Łukasz Różycki (born 13 December 1979 in Warsaw, Poland) is a Polish pair skater who competed with Aneta Kowalska. He is married to Finnish skater Alexandra Schauman.

==Competitive highlights==

| Event / Season | 1997–1998 | 1998–1999 |
|---|---|---|
| World Junior Championships | 16th | 17th |
| Junior Grand Prix – Grand Prize SNP | 7th | 8th |
| Junior Grand Prix – Sofia Cup | – | 3rd |
| Junior Grand Prix – Hungarian Cup | 5th | – |

==Dancing on Ice==
In January 2011, Różycki had joined the professional dancers cast for Dancing on Ice. He was paired with Elen Rivas, but they did not qualify for the live shows and were eliminated. In January 2012, Różycki was paired with EastEnders actress, Laila Morse, but due an injury on Morse's rib, the couple were eliminated in 15th place. In January 2014, he was partnered with previous series champion Beth Tweddle.
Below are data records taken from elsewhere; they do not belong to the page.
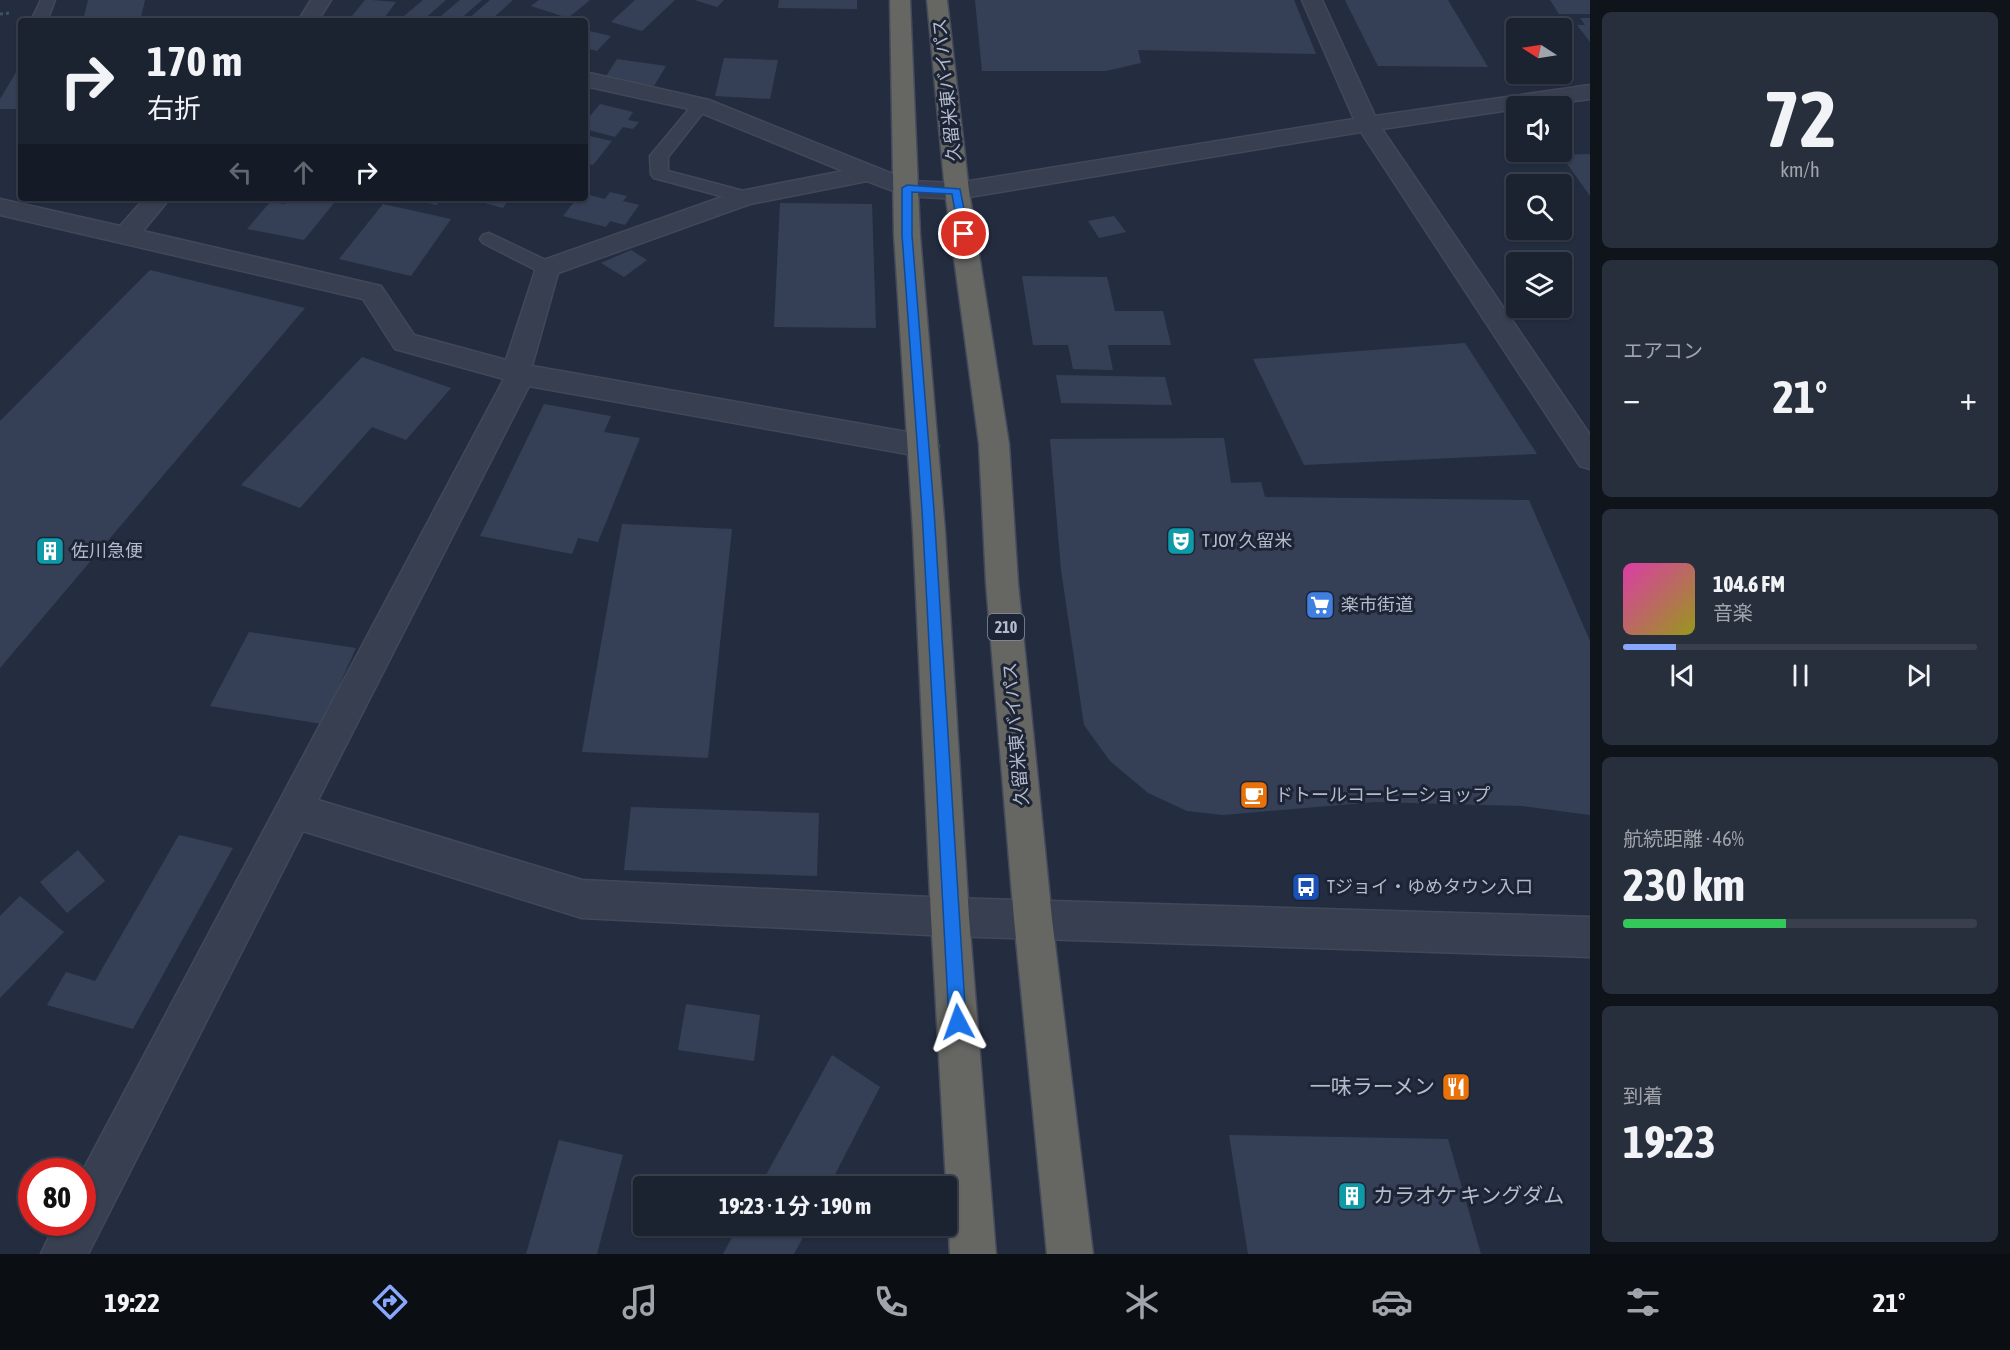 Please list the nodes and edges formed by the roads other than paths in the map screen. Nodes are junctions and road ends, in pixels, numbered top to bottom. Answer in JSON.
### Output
{"nodes":[{"id":1,"x":48,"y":0,"type":"edge"},
{"id":2,"x":321,"y":0,"type":"edge"},
{"id":3,"x":900,"y":0,"type":"edge"},
{"id":4,"x":937,"y":0,"type":"edge"},
{"id":5,"x":1312,"y":0,"type":"edge"},
{"id":6,"x":40,"y":18,"type":"edge"},
{"id":7,"x":310,"y":18,"type":"edge"},
{"id":8,"x":588,"y":80,"type":"edge"},
{"id":9,"x":1590,"y":92,"type":"edge"},
{"id":10,"x":702,"y":105,"type":"junction"},
{"id":11,"x":1366,"y":124,"type":"junction"},
{"id":12,"x":869,"y":173,"type":"junction"},
{"id":13,"x":907,"y":188,"type":"junction"},
{"id":14,"x":957,"y":191,"type":"junction"},
{"id":15,"x":745,"y":197,"type":"junction"},
{"id":16,"x":155,"y":201,"type":"edge"},
{"id":17,"x":0,"y":207,"type":"edge"},
{"id":18,"x":125,"y":236,"type":"junction"},
{"id":19,"x":489,"y":239,"type":"dead end"},
{"id":20,"x":547,"y":268,"type":"junction"},
{"id":21,"x":518,"y":374,"type":"junction"},
{"id":22,"x":924,"y":446,"type":"junction"},
{"id":23,"x":1590,"y":458,"type":"edge"},
{"id":24,"x":296,"y":811,"type":"junction"},
{"id":25,"x":950,"y":917,"type":"junction"},
{"id":26,"x":1033,"y":919,"type":"junction"},
{"id":27,"x":1590,"y":937,"type":"edge"},
{"id":28,"x":96,"y":1191,"type":"edge"},
{"id":29,"x":73,"y":1236,"type":"edge"},
{"id":30,"x":64,"y":1254,"type":"edge"},
{"id":31,"x":973,"y":1254,"type":"edge"},
{"id":32,"x":1070,"y":1254,"type":"edge"}],
"edges":[{"from":1,"to":6,"type":"lane"},
{"from":2,"to":7,"type":"street"},
{"from":3,"to":13,"type":"highway"},
{"from":4,"to":14,"type":"highway","name":"久留米東バイパス","number":"210"},
{"from":5,"to":11,"type":"street"},
{"from":8,"to":10,"type":"street"},
{"from":9,"to":11,"type":"street"},
{"from":10,"to":12,"type":"street"},
{"from":10,"to":15,"type":"lane"},
{"from":11,"to":14,"type":"street"},
{"from":11,"to":23,"type":"street"},
{"from":12,"to":13,"type":"street"},
{"from":12,"to":15,"type":"street"},
{"from":13,"to":14,"type":"street"},
{"from":13,"to":22,"type":"highway"},
{"from":14,"to":26,"type":"highway","name":"久留米東バイパス","number":"210"},
{"from":15,"to":20,"type":"street"},
{"from":16,"to":18,"type":"street"},
{"from":17,"to":18,"type":"street"},
{"from":18,"to":21,"type":"street"},
{"from":19,"to":20,"type":"lane"},
{"from":20,"to":21,"type":"street"},
{"from":21,"to":22,"type":"street"},
{"from":21,"to":24,"type":"street"},
{"from":22,"to":25,"type":"highway"},
{"from":24,"to":25,"type":"street"},
{"from":24,"to":28,"type":"street"},
{"from":25,"to":26,"type":"street"},
{"from":25,"to":31,"type":"highway"},
{"from":26,"to":27,"type":"street"},
{"from":26,"to":32,"type":"highway","name":"久留米東バイパス","number":"210"},
{"from":29,"to":30,"type":"street"}]} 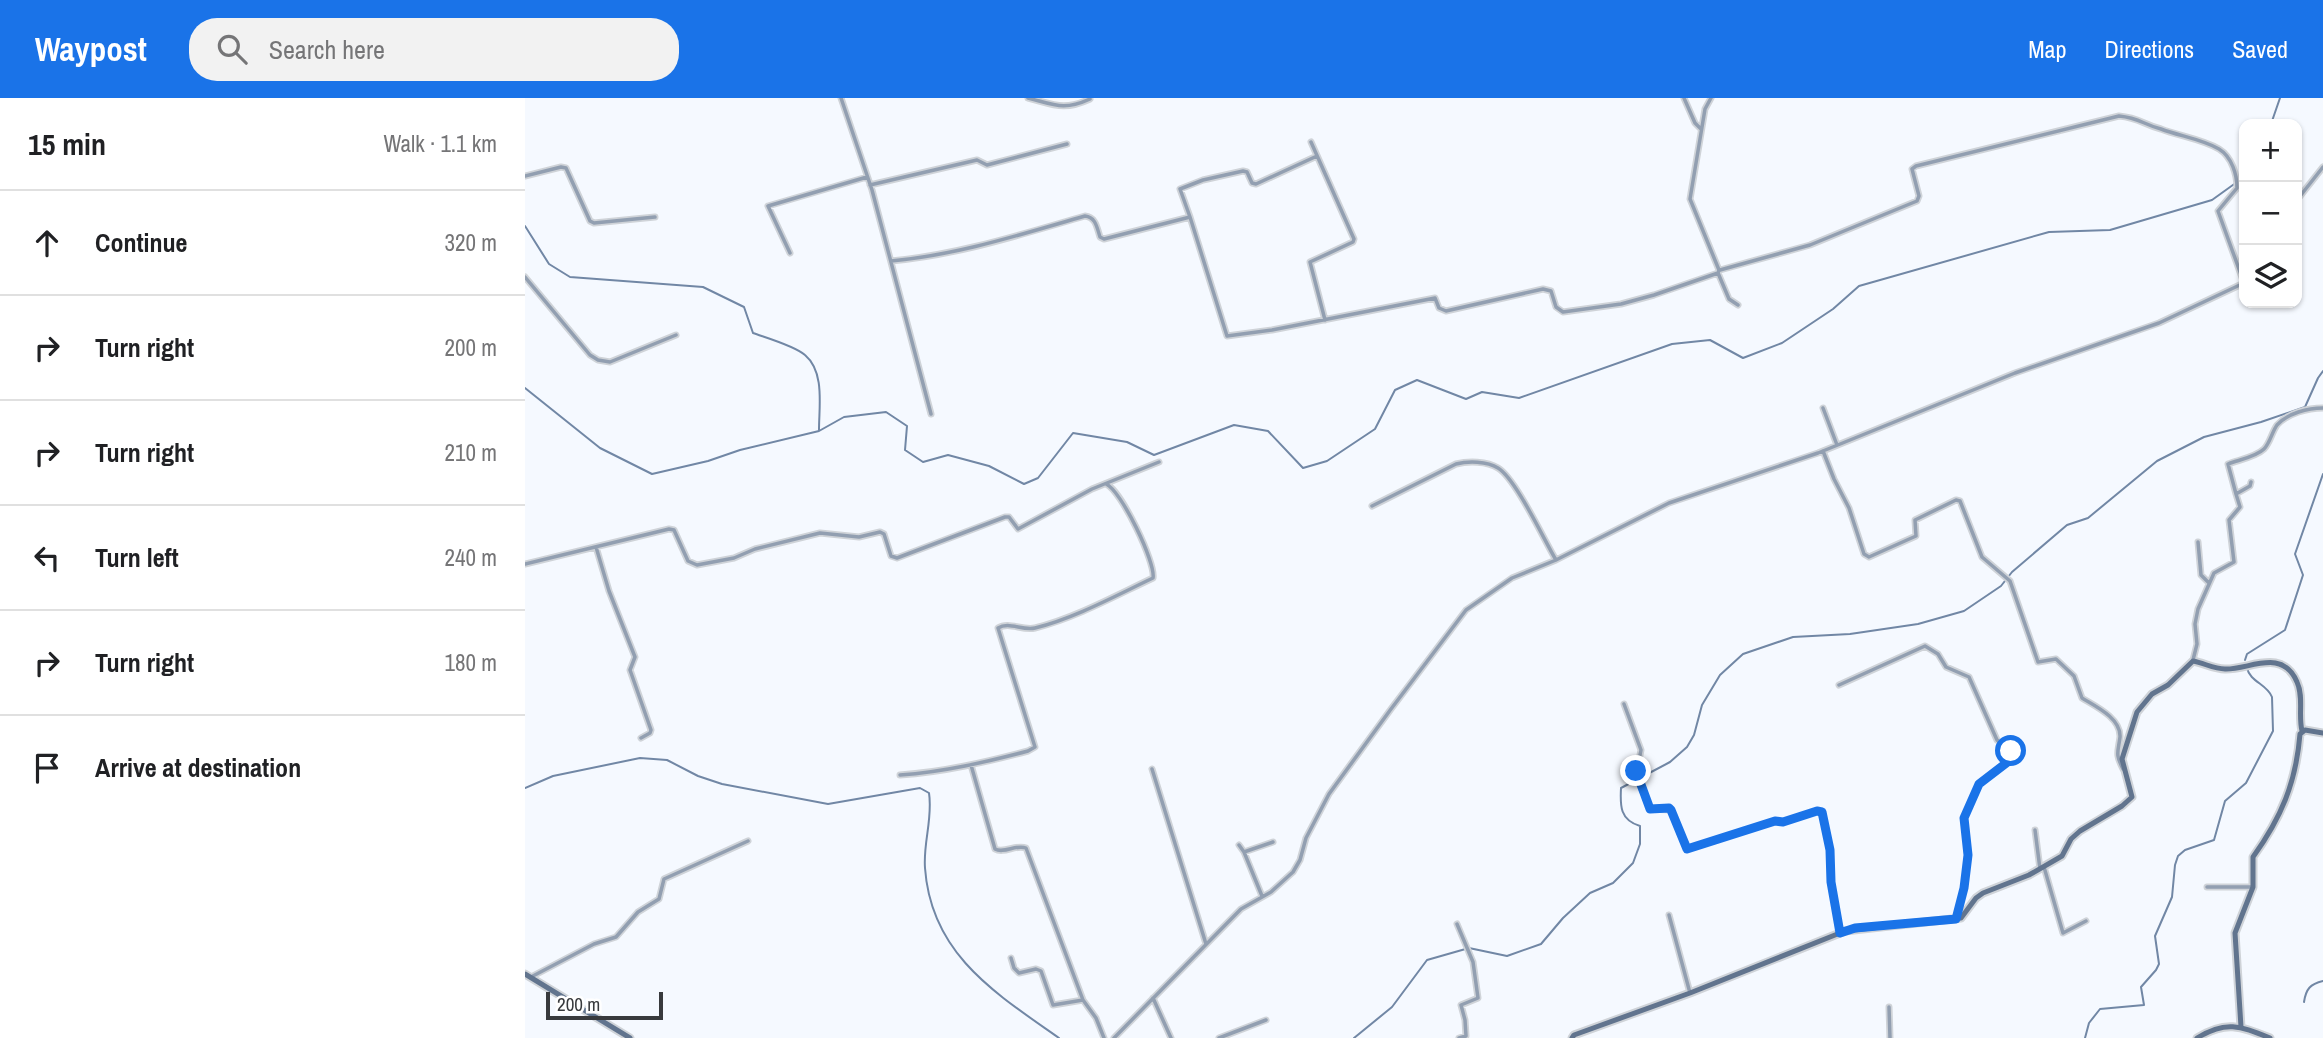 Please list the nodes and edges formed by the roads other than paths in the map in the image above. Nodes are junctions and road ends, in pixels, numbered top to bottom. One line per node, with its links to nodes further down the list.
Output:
1 (841, 98): 12 (street)
2 (1028, 98): 5 (street)
3 (1684, 98): 6 (street)
4 (1710, 98): 6 (street)
5 (1090, 99)
6 (1701, 129): 20 (street)
7 (1311, 142): 9 (street)
8 (1067, 144): 13 (street)
9 (1317, 156): 16 (street); 24 (street)
10 (2323, 167): 14 (street)
11 (525, 176): 15 (street)
12 (867, 177): 13 (street); 17 (street)
13 (870, 185): 18 (street)
14 (2302, 194)
15 (655, 217)
16 (1190, 218): 18 (street); 24 (street)
17 (790, 253)
18 (891, 261): 28 (street)
19 (2239, 269): 20 (street)
20 (1718, 272): 23 (street); 24 (street)
21 (525, 277): 25 (street)
22 (2239, 285): 29 (street)
23 (1738, 304)
24 (1325, 320)
25 (676, 335)
26 (1823, 408): 29 (street)
27 (2323, 408): 34 (street)
28 (931, 414)
29 (1837, 445): 30 (street)
30 (1823, 451): 38 (street); 49 (street)
31 (1159, 462): 33 (street)
32 (2252, 482): 34 (street)
33 (1104, 483): 37 (street); 47 (street)
34 (2236, 494): 40 (street)
35 (1372, 506): 38 (street)
36 (2198, 542): 40 (street)
37 (596, 547): 39 (street); 46 (street)
38 (1556, 560): 59 (street)
39 (525, 564)
40 (2209, 583): 41 (street)
41 (2193, 661): 44 (street); 49 (street)
42 (1839, 685): 61 (street)
43 (1623, 705): 64 (street)
44 (2302, 731): 45 (street); 58 (street)
45 (2323, 733)
46 (641, 738)
47 (971, 765): 50 (street); 70 (street)
48 (1152, 769): 65 (street)
49 (2125, 774): 56 (street)
50 (900, 775)
51 (2035, 830): 56 (street)
52 (748, 841): 67 (street)
53 (1273, 842): 55 (street)
54 (1239, 845): 55 (street)
55 (1244, 852): 59 (street)
56 (2042, 868): 61 (street); 62 (street)
57 (2207, 887): 58 (street)
58 (2253, 887): 73 (street)
59 (1262, 896): 65 (street)
60 (1669, 915): 68 (street)
61 (1956, 919): 64 (street)
62 (2086, 921)
63 (1457, 924): 79 (street)
64 (1840, 933): 68 (street)
65 (1206, 944): 69 (street)
66 (1011, 958): 70 (street)
67 (528, 975): 74 (street)
68 (1690, 993): 80 (street)
69 (1153, 998): 76 (street); 77 (street)
70 (1083, 999): 75 (street)
71 (1889, 1007): 81 (street)
72 (1266, 1020): 78 (street)
73 (2241, 1027): 82 (street); 83 (street)
74 (629, 1038)
75 (1104, 1038)
76 (1114, 1038)
77 (1171, 1038)
78 (1219, 1038)
79 (1459, 1038)
80 (1572, 1038)
81 (1890, 1038)
82 (2197, 1038)
83 (2270, 1038)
They reached the final and finished third. He returned to the series in its eleventh series in 2019, partnering with actress Didi Conn. He returned for series 12 in 2020, partnered with Trisha Goddard, but they became the first couple to be eliminated. He returned for the 13th series in 2021, partnering with Myleene Klass. They were the first couple to be eliminated, making Różycki the first professional skater on the show to be eliminated first twice in a row.